START Data for this exercise
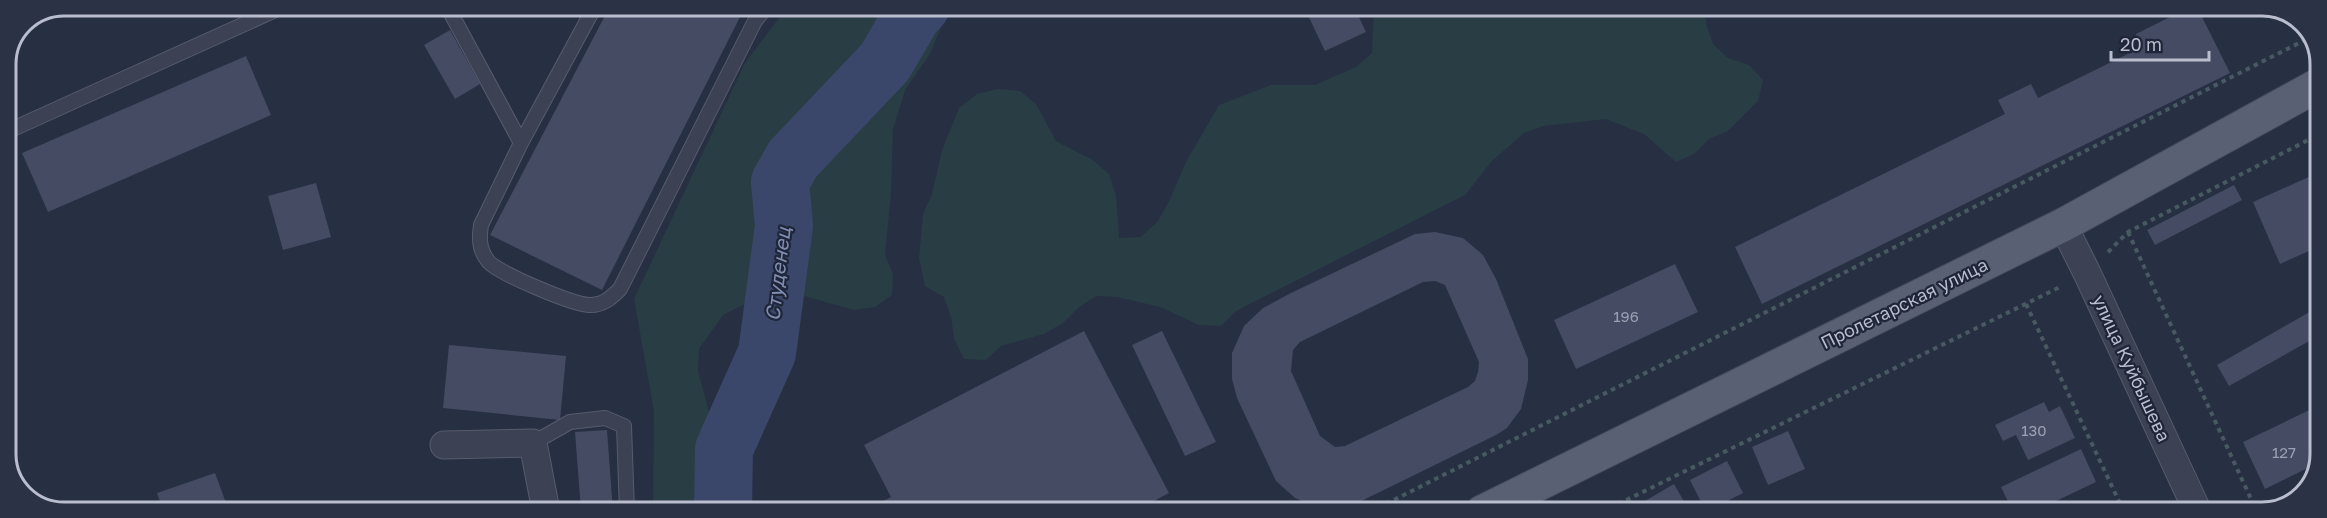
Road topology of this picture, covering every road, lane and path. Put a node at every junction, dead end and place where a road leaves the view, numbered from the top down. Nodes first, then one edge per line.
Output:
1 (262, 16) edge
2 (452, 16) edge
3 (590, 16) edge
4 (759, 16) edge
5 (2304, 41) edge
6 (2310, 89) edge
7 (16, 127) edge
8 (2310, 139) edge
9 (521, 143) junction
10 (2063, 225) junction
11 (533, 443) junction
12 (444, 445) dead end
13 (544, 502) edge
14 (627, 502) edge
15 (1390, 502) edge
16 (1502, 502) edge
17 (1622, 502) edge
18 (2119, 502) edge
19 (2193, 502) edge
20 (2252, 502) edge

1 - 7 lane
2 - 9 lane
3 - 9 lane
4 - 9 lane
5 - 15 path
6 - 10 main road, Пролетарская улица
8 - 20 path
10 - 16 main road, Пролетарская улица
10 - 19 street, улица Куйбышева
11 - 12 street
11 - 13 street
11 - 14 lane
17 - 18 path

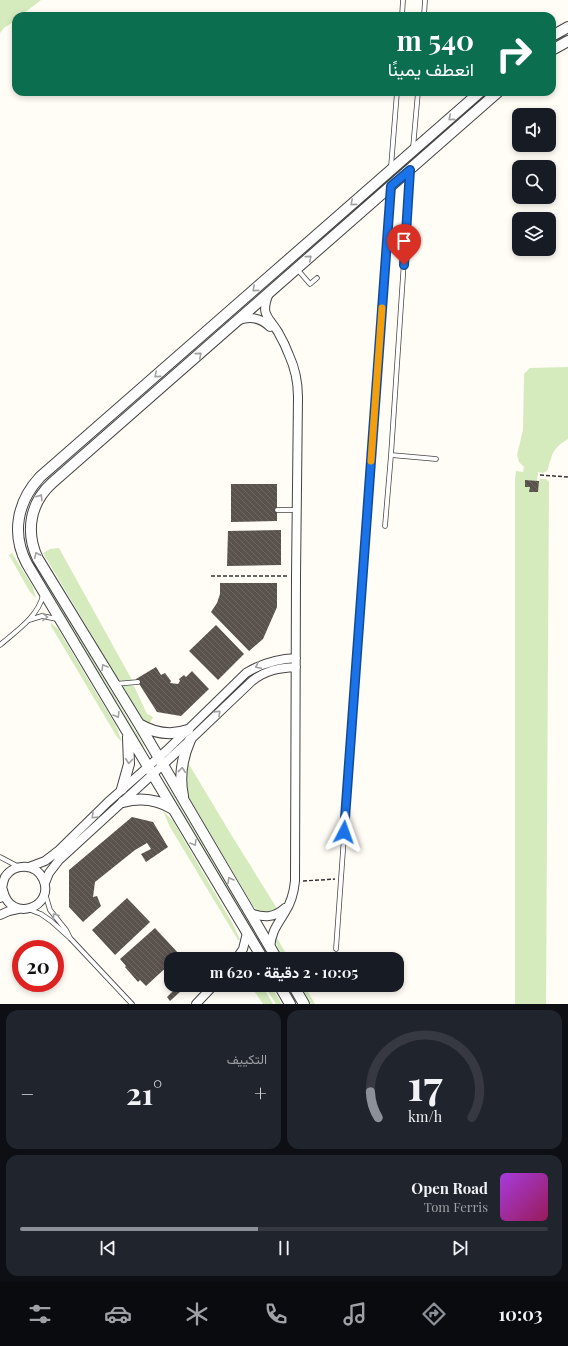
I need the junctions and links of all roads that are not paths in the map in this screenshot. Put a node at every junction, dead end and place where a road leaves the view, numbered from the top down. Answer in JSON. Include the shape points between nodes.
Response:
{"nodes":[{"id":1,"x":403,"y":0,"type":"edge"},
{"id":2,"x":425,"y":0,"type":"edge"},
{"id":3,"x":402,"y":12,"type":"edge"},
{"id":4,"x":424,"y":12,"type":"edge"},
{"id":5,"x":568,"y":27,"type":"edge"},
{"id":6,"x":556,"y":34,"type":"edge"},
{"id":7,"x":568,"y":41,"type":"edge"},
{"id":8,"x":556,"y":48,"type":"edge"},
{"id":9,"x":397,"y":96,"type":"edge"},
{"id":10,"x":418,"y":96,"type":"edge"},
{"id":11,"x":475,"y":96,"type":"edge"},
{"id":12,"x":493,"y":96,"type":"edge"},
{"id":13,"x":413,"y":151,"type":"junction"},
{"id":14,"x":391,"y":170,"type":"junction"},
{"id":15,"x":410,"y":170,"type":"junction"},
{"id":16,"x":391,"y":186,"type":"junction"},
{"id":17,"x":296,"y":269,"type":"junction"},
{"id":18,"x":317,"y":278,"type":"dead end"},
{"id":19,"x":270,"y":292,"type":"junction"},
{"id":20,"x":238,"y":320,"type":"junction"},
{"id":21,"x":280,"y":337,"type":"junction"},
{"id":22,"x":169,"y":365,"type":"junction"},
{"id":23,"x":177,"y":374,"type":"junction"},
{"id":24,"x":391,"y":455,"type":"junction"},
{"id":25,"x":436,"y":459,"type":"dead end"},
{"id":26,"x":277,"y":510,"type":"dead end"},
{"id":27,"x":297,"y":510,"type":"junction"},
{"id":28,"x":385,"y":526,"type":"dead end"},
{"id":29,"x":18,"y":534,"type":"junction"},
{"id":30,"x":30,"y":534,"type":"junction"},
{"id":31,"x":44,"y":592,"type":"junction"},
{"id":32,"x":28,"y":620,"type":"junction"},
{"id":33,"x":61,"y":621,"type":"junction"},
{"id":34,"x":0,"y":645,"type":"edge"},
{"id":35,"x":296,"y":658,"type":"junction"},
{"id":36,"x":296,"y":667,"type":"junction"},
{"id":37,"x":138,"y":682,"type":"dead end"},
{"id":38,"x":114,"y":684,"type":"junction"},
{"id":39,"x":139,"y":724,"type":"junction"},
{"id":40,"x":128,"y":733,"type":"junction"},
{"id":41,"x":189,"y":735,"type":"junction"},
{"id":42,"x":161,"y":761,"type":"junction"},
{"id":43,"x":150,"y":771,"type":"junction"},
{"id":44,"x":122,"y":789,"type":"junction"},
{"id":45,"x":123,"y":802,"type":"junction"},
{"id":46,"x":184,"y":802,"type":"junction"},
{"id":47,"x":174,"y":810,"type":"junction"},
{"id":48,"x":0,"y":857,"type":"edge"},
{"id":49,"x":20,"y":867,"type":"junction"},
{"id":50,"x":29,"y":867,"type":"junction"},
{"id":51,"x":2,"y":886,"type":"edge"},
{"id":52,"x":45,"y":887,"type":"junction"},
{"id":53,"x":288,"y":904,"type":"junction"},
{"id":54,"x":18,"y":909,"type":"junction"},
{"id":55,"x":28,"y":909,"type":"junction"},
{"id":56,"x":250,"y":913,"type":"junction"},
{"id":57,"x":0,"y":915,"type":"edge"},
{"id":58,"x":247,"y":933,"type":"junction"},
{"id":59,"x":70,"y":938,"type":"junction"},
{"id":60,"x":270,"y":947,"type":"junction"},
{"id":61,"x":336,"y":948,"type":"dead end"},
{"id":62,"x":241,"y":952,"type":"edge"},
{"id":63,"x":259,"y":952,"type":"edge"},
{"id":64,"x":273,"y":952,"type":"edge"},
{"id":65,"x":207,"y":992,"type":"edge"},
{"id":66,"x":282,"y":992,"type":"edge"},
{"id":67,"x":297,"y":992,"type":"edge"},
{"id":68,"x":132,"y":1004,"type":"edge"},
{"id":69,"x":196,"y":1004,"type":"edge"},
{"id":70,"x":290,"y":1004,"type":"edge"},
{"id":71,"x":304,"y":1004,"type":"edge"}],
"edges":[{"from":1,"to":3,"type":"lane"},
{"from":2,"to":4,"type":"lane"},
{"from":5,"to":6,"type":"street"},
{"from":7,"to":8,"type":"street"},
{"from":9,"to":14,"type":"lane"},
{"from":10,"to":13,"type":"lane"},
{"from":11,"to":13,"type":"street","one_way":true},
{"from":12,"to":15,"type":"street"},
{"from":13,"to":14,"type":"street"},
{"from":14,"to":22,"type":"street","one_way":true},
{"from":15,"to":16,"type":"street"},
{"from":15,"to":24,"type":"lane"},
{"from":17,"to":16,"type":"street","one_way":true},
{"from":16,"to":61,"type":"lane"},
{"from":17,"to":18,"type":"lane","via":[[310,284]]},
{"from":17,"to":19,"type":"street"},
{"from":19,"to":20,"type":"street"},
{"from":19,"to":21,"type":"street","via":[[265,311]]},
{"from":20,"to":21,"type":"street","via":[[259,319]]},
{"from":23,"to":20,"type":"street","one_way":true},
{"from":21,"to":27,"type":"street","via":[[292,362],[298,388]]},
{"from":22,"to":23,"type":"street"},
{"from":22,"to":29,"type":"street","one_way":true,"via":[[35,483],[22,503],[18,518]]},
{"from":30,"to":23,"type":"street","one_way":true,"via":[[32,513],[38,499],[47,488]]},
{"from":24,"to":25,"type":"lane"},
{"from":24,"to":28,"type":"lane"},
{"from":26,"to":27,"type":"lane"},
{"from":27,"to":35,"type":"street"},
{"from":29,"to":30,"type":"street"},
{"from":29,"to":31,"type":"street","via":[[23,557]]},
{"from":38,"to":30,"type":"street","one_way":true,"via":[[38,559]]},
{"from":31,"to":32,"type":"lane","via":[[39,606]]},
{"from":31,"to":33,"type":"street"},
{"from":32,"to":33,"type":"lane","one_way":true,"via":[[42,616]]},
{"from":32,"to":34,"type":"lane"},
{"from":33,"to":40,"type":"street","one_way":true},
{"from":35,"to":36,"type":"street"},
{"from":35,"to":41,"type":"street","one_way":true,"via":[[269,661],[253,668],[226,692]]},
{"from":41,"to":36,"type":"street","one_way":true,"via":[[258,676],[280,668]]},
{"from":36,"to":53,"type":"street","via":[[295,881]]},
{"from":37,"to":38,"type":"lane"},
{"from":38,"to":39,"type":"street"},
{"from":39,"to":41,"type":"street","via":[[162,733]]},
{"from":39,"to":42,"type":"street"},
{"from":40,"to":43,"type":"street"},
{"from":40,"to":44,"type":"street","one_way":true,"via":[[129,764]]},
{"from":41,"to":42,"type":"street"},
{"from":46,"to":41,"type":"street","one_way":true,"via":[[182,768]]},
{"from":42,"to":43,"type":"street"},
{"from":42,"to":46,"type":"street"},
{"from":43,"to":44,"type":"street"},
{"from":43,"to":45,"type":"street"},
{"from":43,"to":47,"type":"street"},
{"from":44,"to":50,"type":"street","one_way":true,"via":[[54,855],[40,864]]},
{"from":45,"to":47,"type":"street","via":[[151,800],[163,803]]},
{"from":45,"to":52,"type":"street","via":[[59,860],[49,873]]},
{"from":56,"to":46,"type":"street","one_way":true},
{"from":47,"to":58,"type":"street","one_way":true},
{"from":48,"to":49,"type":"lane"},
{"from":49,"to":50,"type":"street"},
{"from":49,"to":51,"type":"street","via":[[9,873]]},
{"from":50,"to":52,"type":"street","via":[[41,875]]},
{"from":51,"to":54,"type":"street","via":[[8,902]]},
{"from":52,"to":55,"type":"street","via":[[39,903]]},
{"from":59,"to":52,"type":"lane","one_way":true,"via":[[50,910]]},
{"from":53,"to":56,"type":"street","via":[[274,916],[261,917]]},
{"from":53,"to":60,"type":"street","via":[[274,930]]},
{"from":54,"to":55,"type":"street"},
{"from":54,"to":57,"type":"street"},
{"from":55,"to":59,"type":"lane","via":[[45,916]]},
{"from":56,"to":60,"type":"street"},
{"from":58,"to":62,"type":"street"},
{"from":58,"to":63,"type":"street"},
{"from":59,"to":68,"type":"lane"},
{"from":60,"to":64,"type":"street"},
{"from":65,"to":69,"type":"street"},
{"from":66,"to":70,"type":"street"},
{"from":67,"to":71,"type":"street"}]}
END Data for this exercise
_Task goal_
Filter the data above, keeping only lines that include the string "улица".

_Solution for this exercise_
6 - 10 main road, Пролетарская улица
10 - 16 main road, Пролетарская улица
10 - 19 street, улица Куйбышева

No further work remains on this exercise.